Problem statement —
For each line below that contains the string "西多摩会館", copy that line.
___ Dataset extract
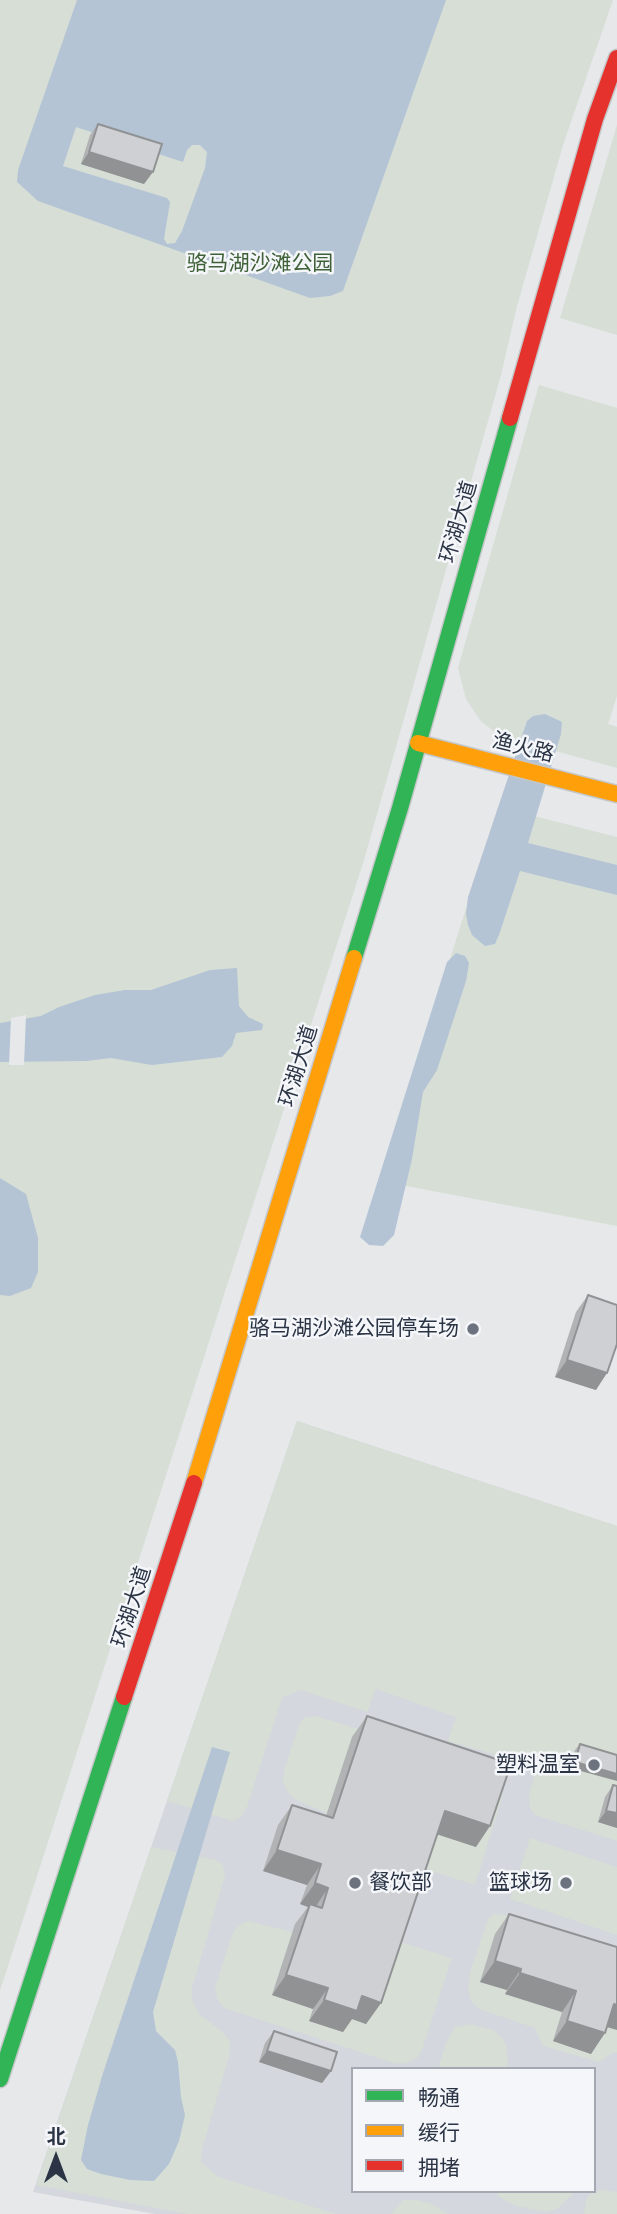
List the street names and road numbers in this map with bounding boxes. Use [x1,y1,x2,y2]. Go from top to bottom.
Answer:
street label: 环湖大道 [435,478,483,566]
street label: 渔火路 [489,728,557,768]
street label: 环湖大道 [275,1022,323,1110]
street label: 环湖大道 [107,1563,157,1651]

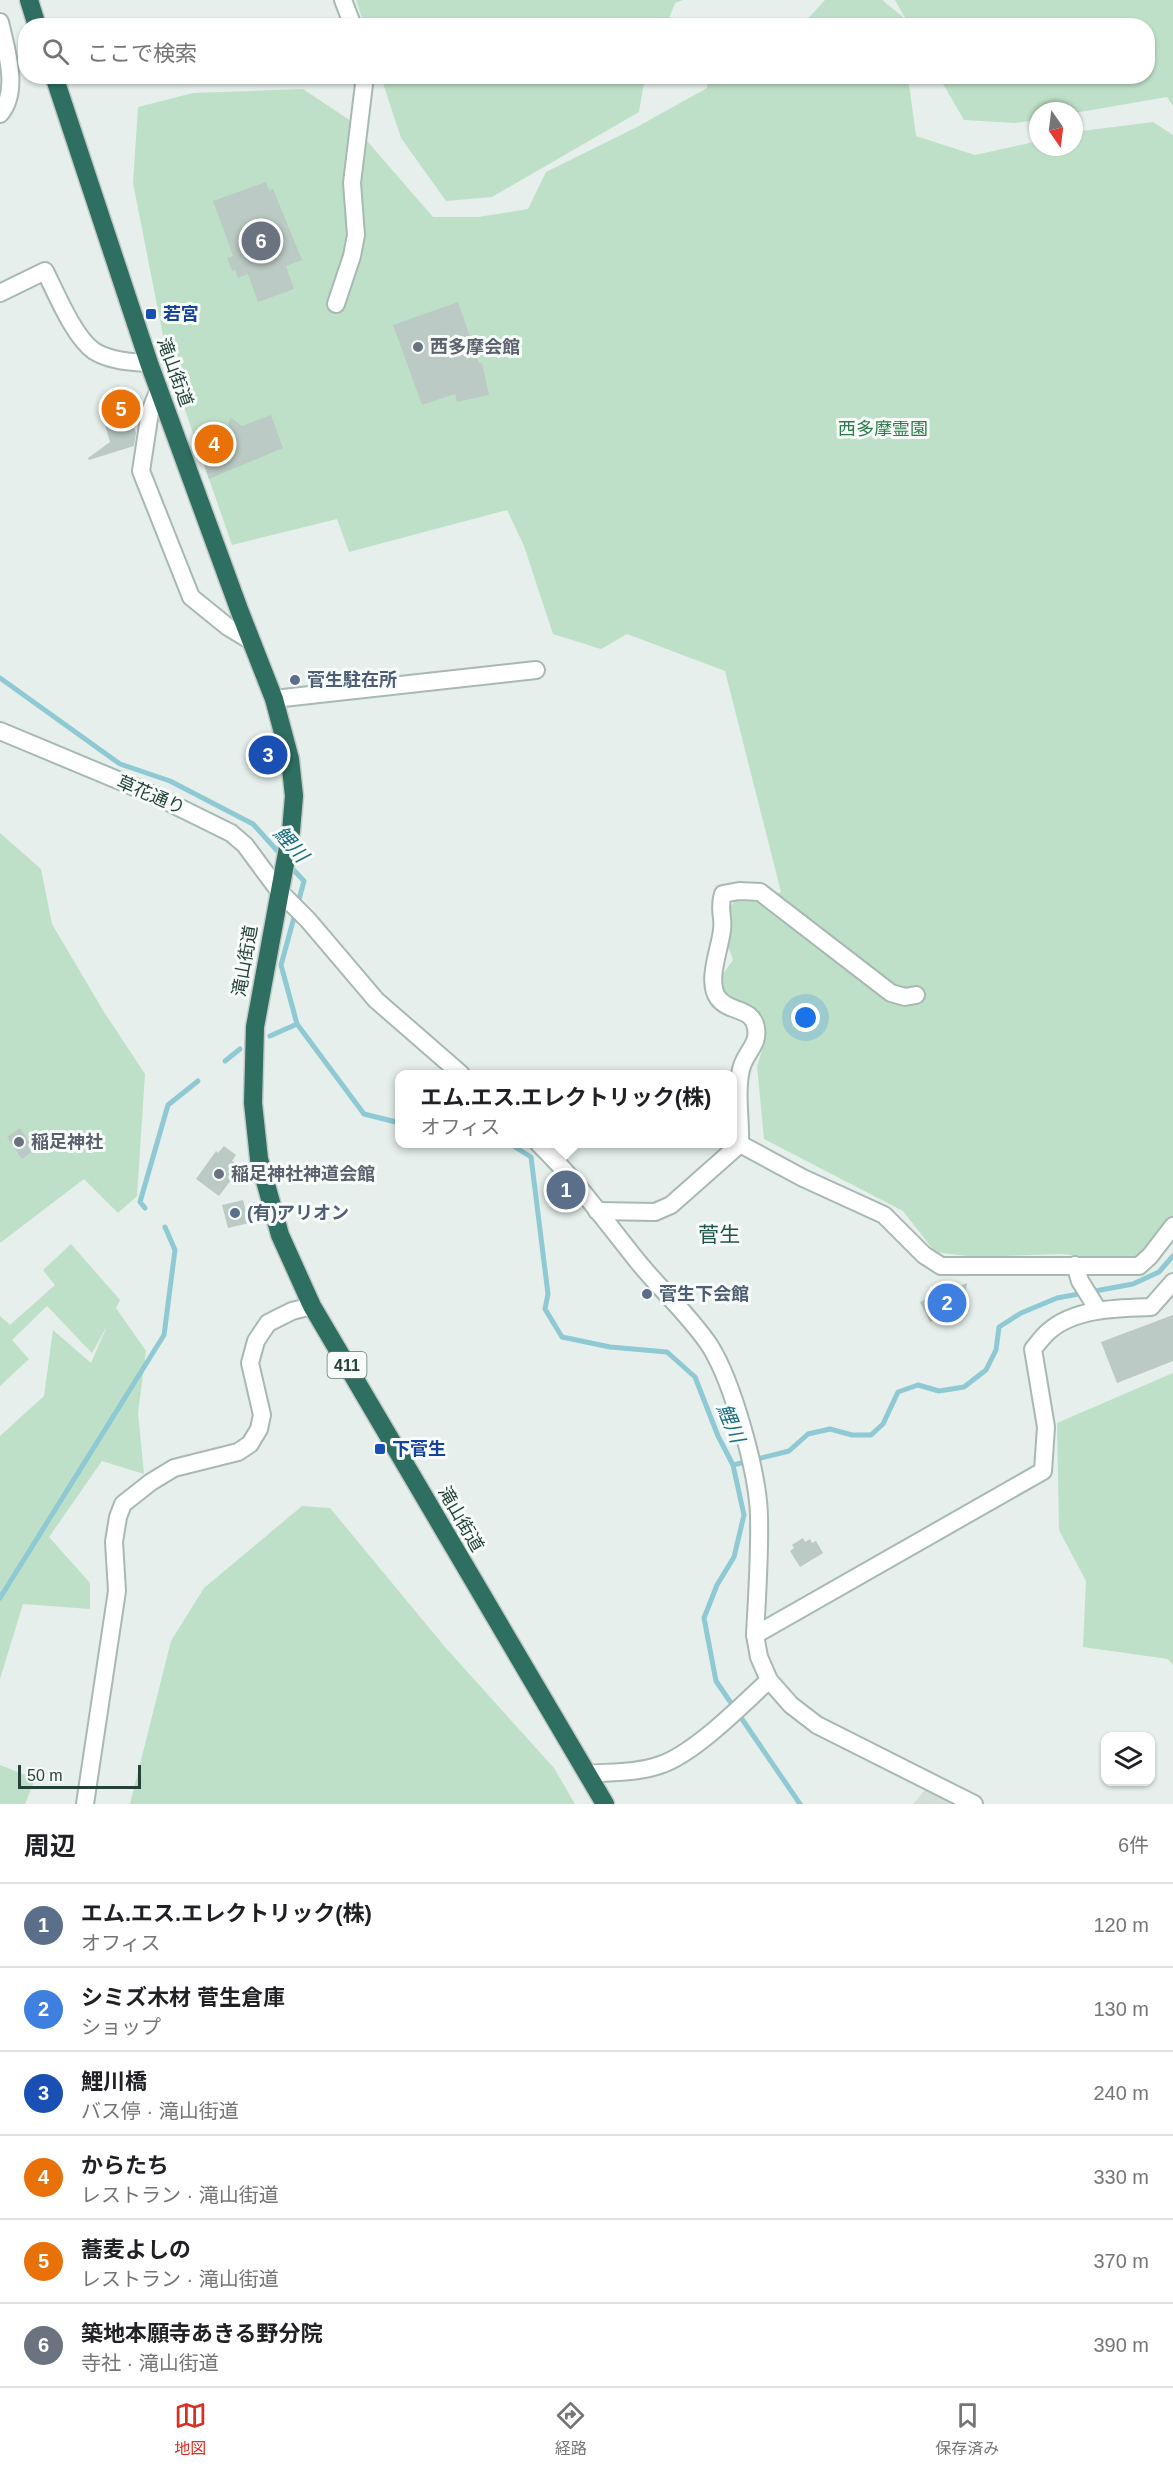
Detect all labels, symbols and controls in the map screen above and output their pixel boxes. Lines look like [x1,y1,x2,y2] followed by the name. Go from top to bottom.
[18,18,1155,84] search box
[39,35,72,68] icon: search
[87,41,197,66] text: ここで検索
[1029,102,1083,156] north arrow
[242,218,280,264] pin: 6
[163,304,199,324] place label: 若宮
[144,307,158,321] marker: 若宮
[153,335,197,409] street label: 滝山街道
[430,337,520,357] place label: 西多摩会館
[411,340,425,354] marker: 西多摩会館
[102,386,140,432] pin: 5
[838,419,928,439] park label: 西多摩霊園
[194,422,234,466] pin: 4
[307,670,397,690] place label: 菅生駐在所
[288,673,302,687] marker: 菅生駐在所
[248,732,288,777] pin: 3
[114,772,188,818] street label: 草花通り
[269,822,314,868] water label: 鯉川
[229,924,261,998] street label: 滝山街道
[791,1003,820,1032] your location
[395,1070,737,1148] popup
[421,1085,711,1110] text: エム.エス.エレクトリック(株)
[421,1116,500,1138] text: オフィス
[31,1132,103,1152] place label: 稲足神社
[12,1135,26,1149] marker: 稲足神社
[231,1164,375,1184] place label: 稲足神社神道会館
[212,1167,226,1181] marker: 稲足神社神道会館
[546,1168,586,1212] pin: 1
[247,1203,349,1223] place label: (有)アリオン
[228,1206,242,1220] marker: (有)アリオン
[698,1223,740,1246] district label: 菅生
[928,1280,966,1326] pin: 2
[659,1284,749,1304] place label: 菅生下会館
[640,1287,654,1301] marker: 菅生下会館
[328,1352,366,1378] road number: 411
[713,1400,750,1448] water label: 鯉川
[392,1439,446,1459] place label: 下菅生
[373,1442,387,1456] marker: 下菅生
[434,1483,488,1555] street label: 滝山街道
[1101,1732,1155,1786] map controls
[1101,1732,1155,1786] button: layers
[18,1762,141,1790] scale bar
[27,1767,63,1784] text: 50 m
[24,1831,76,1861] text: 周辺
[1118,1834,1149,1856] text: 6件
[81,1901,372,1926] text: エム.エス.エレクトリック(株)
[38,1914,49,1936] text: 1
[1093,1914,1149,1936] text: 120 m
[81,1932,161,1954] text: オフィス
[81,1985,285,2010] text: シミズ木材 菅生倉庫
[38,1998,49,2020] text: 2
[1093,1998,1149,2020] text: 130 m
[81,2016,161,2038] text: ショップ
[81,2069,147,2094] text: 鯉川橋
[38,2082,49,2104] text: 3
[1093,2082,1149,2104] text: 240 m
[81,2100,239,2122] text: バス停 · 滝山街道
[81,2153,169,2178] text: からたち
[38,2166,49,2188] text: 4
[1093,2166,1149,2188] text: 330 m
[81,2184,279,2206] text: レストラン · 滝山街道
[81,2237,191,2262] text: 蕎麦よしの
[38,2250,49,2272] text: 5
[1093,2250,1149,2272] text: 370 m
[81,2268,279,2290] text: レストラン · 滝山街道
[81,2321,323,2346] text: 築地本願寺あきる野分院
[38,2334,49,2356] text: 6
[1093,2334,1149,2356] text: 390 m
[81,2352,219,2374] text: 寺社 · 滝山街道
[174,2399,207,2459] tab: 地図
[554,2399,587,2459] tab: 経路
[935,2399,999,2459] tab: 保存済み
______
Written response —
[430,337,520,357] place label: 西多摩会館
[411,340,425,354] marker: 西多摩会館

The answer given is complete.